Thursday, May 27, 2010

Home Security

He was through the window to his waist when his elbow clipped the plate, causing a clank from the kitchen sink. He stopped with his legs dangling in open air, his face near a dish that reeked of asparagus.
It was quiet.
He slid the rest of the way through at an angle onto the counter and then stepped lightly to the floor. He tilted his head, waiting as his vision gradually adjusted to the dark.
Still quiet.
This wasn’t a bad part of town; it was on the fringe of a district with character, in fact. But three blocks down and you’d start thinking about iron grates on the windows. He supposed his presence tonight made a good case for iron grates here too.
The lawn had gone to seed, and the house needed some paint, but it was otherwise maintained. A man and a woman lived here. No kids. No dog. He’d monitored the house for a week.
The husband had a physique fit for a desk job. He dressed neatly and worked 8-5, and he drove a 15-year-old Accord with rust eating the bottom couple inches off the doors.

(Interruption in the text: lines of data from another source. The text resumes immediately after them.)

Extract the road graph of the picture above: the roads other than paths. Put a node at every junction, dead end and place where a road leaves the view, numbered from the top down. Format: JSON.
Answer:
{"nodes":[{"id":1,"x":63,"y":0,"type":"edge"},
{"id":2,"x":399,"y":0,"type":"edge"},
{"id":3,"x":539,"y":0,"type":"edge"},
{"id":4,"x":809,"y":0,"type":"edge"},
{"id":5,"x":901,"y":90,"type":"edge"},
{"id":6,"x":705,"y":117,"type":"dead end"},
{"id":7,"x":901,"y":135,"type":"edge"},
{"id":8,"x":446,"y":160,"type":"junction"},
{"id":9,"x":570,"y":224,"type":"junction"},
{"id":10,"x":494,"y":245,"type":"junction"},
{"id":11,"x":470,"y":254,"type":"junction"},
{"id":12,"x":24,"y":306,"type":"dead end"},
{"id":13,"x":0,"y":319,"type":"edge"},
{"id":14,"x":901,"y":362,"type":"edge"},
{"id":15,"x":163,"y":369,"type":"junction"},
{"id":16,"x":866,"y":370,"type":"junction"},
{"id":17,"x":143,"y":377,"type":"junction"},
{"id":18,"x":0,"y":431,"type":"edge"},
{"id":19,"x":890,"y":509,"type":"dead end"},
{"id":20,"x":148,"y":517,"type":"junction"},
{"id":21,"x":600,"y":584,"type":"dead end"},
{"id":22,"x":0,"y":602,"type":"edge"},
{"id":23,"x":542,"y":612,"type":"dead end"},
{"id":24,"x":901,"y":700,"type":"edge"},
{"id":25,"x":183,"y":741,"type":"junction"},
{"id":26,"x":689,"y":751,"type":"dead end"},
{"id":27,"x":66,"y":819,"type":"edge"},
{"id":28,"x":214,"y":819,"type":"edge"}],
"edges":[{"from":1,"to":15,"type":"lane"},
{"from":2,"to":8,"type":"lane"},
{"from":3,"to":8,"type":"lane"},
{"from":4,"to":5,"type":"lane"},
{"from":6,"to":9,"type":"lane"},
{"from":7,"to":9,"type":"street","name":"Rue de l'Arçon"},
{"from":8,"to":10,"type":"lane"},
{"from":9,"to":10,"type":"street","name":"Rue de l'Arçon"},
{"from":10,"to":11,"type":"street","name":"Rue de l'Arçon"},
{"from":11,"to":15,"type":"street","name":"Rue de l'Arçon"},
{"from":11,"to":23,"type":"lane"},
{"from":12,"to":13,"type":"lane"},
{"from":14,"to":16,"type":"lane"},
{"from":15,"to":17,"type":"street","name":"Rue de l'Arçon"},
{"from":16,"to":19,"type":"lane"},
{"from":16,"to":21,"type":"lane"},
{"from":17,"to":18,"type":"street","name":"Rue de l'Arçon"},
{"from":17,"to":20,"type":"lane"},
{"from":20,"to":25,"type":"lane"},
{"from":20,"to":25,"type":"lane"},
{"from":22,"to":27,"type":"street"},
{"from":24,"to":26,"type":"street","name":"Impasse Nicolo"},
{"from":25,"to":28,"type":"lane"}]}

She stayed home and, judging by the condition of the kitchen his dim view afforded, didn’t do much housework. He had her pegged as a snack-food junkie. Their garbage had included half a dozen empty Cheetos bags and other wrappers. It also included an empty Dell laptop box.
That was precisely what he was looking for. The laptop alone would make the effort worthwhile, and it indicated they probably had other electronics in the house.
He tiptoed through the dining room and kept his eyes firmly locked in front of him. He didn’t want to be tempted by anything until he had secured his exit. He got to the front door, unlocked it, and left it open about an inch, in case he had to abandon the job in a hurry.
He turned now and retraced his steps. He scanned the dining room and saw a tiny white glow. Bingo. He walked over and picked the laptop off the table where it was recharging.
Next, he’d check the living room for the entertainment center. If it wasn’t there, he’d look in the basement.
He crossed the hall and peered around the corner of the stairwell.
Thwack! He was on the floor and rolled into the fetal position as the husband swung down again. Thwack! He felt ribs crack. The bat came down a third time. Thwack! He didn’t feel that one. It dented the back of his head.
The husband, in yellow boxers and a V-neck T, grunted as he swung a fourth time, then a fifth, and on. The thuds turned to squelches.
He slipped on the wet hardwood as he stepped over the burglar. He set down the bat, picked up the phone, and dialed 9-1-1.
For Three Word Wednesday. This week’s words were: abandon, gradual, precise.


  1. A pleasure to care is sight repair
    And a smile from I is high in the sky
    As happiness and joy toy are stare share
    So be cheerful in accompanient care!

    The more U go forth the better the get! Love Andrew.

  2. Wow, I understand the homeowner's temptation, but he's going to have trouble proving that he didn't use excessive force.

    Nice writing.

  3. Nice detail in this, good pacing, a great POV until the bat comes down. And wicked ending.

  4. That knocked him for six! As we say in cricket!!

  5. I liked the detail, the look into the mind of a burglar and wasn't expecting the ending at all. Loved that
    And thanks for your incredible comment

  6. Thanks all for reading and the great comments. I've been sticking to everyday conflicts so far, so I thought it was time to off someone!

    I appreciate the encouragement, especially on the detailing. I'm trying to look a little closer at the environment in my stories. I've been checking out your stuff as well, and it's really helpful.

  7. did not see that coming. very intriguing story.

  8. "...rust eating the bottom couple inches off the doors."

    Very nice. I'm particularly fond of the above touch, which set the story (for me anyway) in Massachusetts, where I lived for a time.

  9. Great story, pacing etc. I think the home owner was a little over zealous but nerves and adrenaline can do that.


  10. I like the pace, the cautious burgular and the tension of the situation. I don't think "happy ending" is really fitting... more of a "favorable outcome." Cannot blame the husband at all.

    Thanks for visiting my page and commenting as well!

  11. Yikes. I didn't see the bat until it hit me.

  12. the subtlety of the pace and characters is very strong...the caught unaware burglar.. intense violence portrayed in a few simple words...squish, squish..desk job physique yeah right!!!...possibly a closet baseball wannabe...

  13. The tiny details help this one feel real. The desk-job physique. Three blocks away as opposed to the district with character. Rusty accord... all place the reader in your story.

    Over zealous homeowner, but as someone else said, fear and adrenaline make this real too.

  14. we've been having a series of break-ins in town lately so this hit home. It's always those desk jockeys you have to watch out for! Loved the description of her as a stay at home wife too. I was sneaking through the house with him right up to the bat - then I yanked myself out of there!

  15. Goes to show you can't judge a book by the cover.